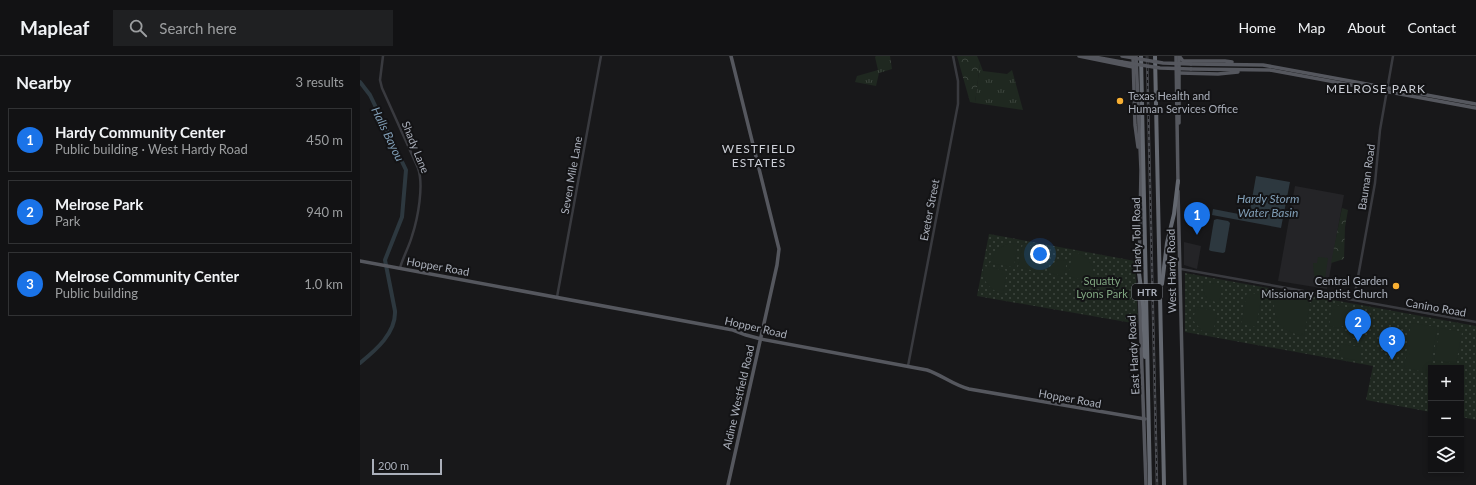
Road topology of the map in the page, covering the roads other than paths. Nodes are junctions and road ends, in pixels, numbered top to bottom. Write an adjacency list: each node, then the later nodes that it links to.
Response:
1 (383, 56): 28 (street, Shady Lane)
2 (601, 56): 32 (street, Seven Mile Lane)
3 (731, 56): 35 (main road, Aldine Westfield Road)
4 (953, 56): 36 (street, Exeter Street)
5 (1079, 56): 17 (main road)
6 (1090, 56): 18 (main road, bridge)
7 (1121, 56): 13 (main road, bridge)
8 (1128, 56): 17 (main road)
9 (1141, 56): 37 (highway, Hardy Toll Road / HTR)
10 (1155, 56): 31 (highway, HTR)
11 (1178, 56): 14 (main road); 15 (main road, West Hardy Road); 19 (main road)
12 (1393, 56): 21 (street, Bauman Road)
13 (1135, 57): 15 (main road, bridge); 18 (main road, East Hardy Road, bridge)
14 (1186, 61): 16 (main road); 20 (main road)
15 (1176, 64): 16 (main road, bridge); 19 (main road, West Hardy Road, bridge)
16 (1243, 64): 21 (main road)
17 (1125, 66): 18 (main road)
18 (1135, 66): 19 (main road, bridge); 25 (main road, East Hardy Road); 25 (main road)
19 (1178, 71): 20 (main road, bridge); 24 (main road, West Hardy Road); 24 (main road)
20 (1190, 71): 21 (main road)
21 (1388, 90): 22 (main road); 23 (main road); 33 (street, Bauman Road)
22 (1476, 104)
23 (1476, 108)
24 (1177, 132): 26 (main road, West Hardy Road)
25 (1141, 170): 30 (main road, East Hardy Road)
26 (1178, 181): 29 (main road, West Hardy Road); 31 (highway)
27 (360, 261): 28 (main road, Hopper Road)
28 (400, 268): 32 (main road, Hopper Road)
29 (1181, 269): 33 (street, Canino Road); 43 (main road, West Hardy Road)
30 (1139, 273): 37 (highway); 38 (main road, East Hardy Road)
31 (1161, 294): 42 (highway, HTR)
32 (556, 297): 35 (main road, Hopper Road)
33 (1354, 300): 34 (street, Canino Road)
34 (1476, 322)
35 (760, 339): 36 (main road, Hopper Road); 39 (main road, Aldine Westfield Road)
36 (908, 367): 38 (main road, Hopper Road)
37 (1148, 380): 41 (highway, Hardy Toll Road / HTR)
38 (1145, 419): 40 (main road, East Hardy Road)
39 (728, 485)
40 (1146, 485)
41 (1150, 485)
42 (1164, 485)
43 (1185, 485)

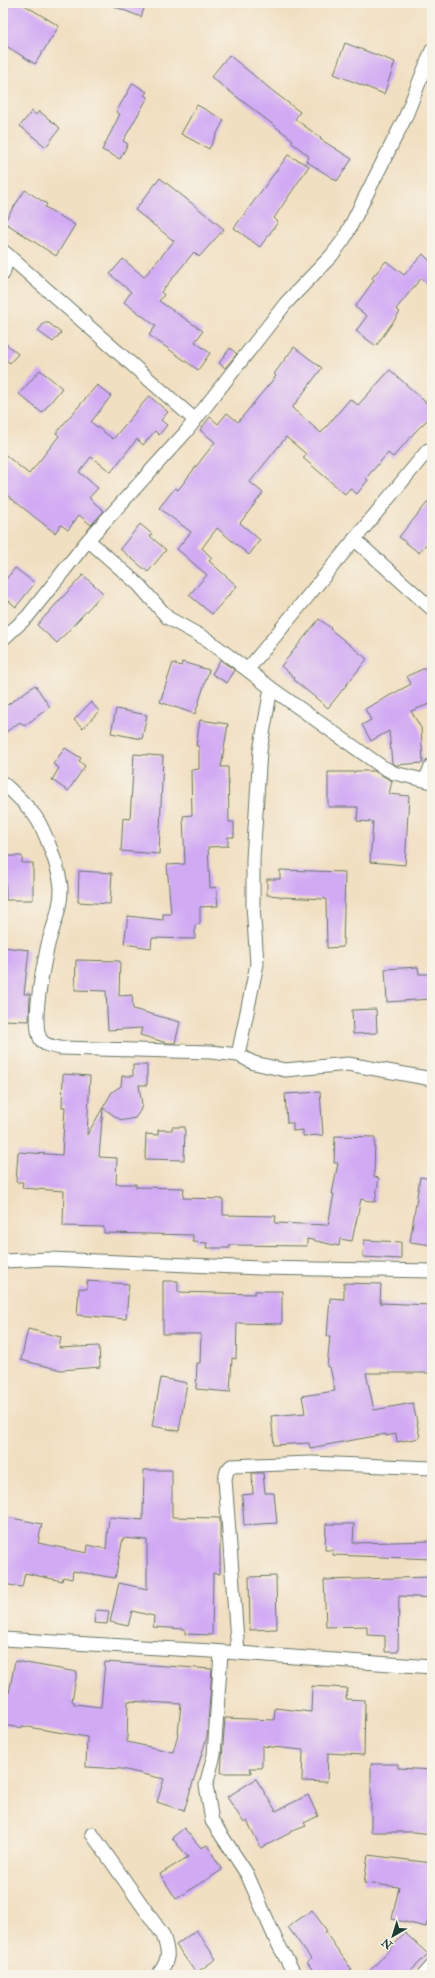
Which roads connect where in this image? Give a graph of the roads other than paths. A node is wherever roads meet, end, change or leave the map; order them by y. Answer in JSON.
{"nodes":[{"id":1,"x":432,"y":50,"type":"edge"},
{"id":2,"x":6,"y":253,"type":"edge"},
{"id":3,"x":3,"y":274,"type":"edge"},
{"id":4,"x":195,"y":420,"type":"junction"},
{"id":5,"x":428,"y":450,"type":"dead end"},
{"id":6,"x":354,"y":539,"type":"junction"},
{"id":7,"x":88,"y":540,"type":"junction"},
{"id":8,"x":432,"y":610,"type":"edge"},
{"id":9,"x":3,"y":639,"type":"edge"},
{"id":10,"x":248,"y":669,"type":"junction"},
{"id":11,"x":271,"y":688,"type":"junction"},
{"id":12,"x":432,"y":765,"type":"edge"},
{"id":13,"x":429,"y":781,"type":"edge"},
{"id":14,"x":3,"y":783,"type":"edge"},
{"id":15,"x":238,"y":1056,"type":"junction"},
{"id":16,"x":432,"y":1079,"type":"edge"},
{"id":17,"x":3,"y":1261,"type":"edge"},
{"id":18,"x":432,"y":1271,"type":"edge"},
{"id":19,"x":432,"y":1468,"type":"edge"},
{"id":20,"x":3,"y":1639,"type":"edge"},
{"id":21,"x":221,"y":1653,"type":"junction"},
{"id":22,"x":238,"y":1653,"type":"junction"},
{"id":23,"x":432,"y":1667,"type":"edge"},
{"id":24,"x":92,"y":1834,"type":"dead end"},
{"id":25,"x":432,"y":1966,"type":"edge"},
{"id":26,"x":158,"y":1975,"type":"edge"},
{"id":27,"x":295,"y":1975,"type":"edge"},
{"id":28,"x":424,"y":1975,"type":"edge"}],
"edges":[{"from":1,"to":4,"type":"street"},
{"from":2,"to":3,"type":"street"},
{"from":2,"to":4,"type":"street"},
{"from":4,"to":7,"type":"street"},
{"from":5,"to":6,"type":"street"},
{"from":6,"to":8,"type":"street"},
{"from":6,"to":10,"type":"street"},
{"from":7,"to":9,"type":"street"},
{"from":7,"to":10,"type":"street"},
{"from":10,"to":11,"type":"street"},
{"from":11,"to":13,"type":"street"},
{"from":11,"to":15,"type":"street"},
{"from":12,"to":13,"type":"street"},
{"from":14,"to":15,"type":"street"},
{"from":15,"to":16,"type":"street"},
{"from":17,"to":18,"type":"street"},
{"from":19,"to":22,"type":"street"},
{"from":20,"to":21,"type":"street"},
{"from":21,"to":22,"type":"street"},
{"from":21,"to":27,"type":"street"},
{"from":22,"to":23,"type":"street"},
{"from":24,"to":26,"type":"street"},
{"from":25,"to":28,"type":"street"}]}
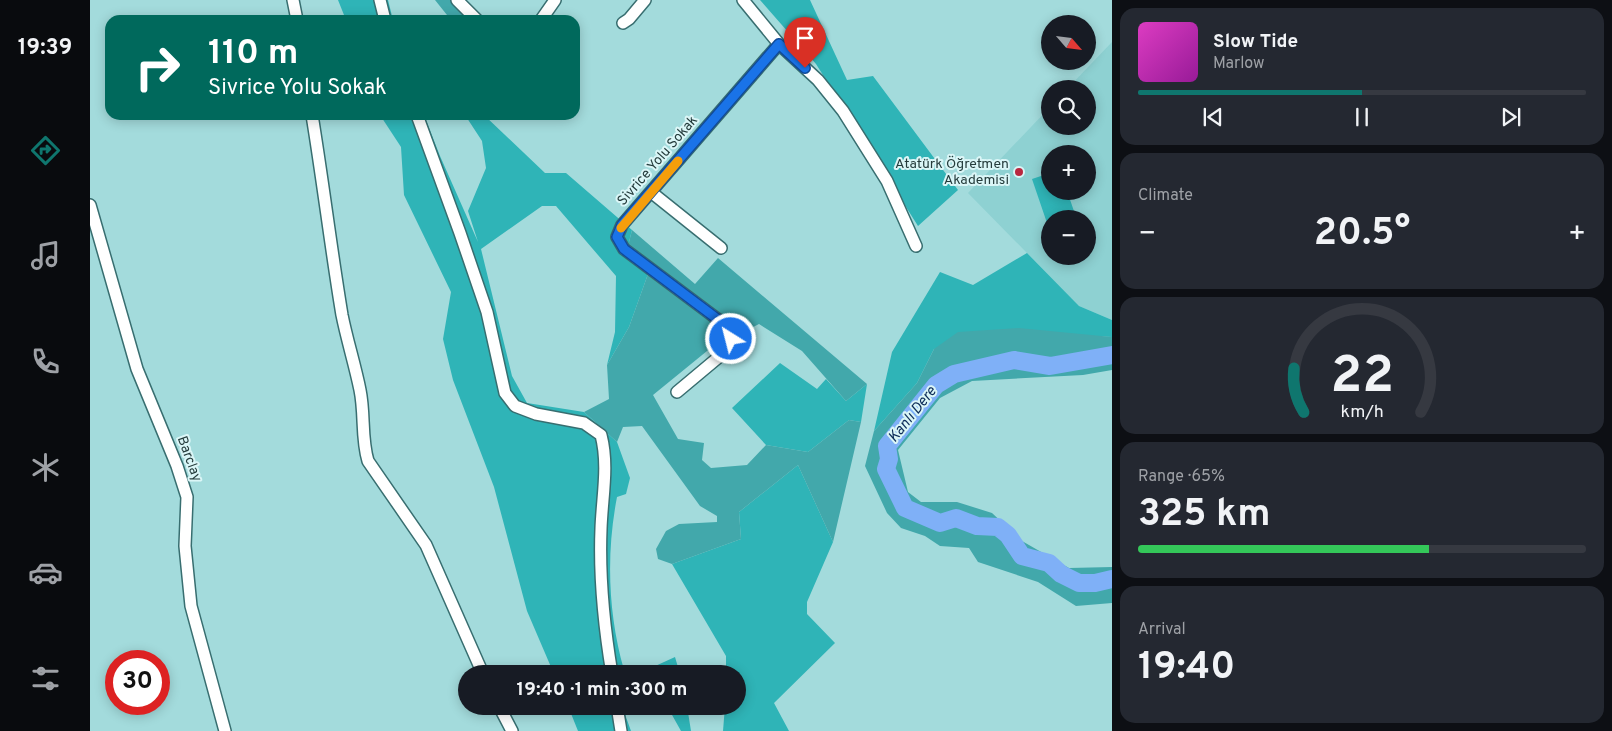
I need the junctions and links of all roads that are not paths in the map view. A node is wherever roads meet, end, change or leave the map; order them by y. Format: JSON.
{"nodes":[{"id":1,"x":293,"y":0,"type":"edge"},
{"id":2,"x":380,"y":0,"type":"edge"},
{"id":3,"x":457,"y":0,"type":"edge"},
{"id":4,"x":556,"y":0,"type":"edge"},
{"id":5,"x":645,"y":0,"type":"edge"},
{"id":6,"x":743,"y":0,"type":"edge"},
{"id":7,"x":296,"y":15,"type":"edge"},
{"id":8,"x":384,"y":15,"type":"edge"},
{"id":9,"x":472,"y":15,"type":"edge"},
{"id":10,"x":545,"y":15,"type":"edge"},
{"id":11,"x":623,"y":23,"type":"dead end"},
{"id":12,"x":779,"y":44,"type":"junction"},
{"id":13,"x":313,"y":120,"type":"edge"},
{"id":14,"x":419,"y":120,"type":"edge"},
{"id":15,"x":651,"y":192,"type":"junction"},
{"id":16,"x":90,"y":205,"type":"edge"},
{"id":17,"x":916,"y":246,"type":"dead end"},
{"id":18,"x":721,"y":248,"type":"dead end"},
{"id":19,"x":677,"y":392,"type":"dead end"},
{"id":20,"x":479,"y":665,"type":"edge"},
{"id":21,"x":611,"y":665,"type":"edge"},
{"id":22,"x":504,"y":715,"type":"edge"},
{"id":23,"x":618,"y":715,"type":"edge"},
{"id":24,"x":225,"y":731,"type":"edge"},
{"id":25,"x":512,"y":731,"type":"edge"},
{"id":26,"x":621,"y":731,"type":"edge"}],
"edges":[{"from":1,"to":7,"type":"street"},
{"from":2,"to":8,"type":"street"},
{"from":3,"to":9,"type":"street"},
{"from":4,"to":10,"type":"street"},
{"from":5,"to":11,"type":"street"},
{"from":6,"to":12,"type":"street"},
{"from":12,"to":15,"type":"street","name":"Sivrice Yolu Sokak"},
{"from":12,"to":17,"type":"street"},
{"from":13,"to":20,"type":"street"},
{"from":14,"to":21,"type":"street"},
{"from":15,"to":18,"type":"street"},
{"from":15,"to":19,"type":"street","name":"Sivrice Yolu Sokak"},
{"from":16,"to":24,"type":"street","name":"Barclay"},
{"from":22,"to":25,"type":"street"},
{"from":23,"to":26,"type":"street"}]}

---

### Exercise prompt
Your task is to show every line of the listing above containing "Aldine".

### Solution for this exercise
3 (731, 56): 35 (main road, Aldine Westfield Road)
35 (760, 339): 36 (main road, Hopper Road); 39 (main road, Aldine Westfield Road)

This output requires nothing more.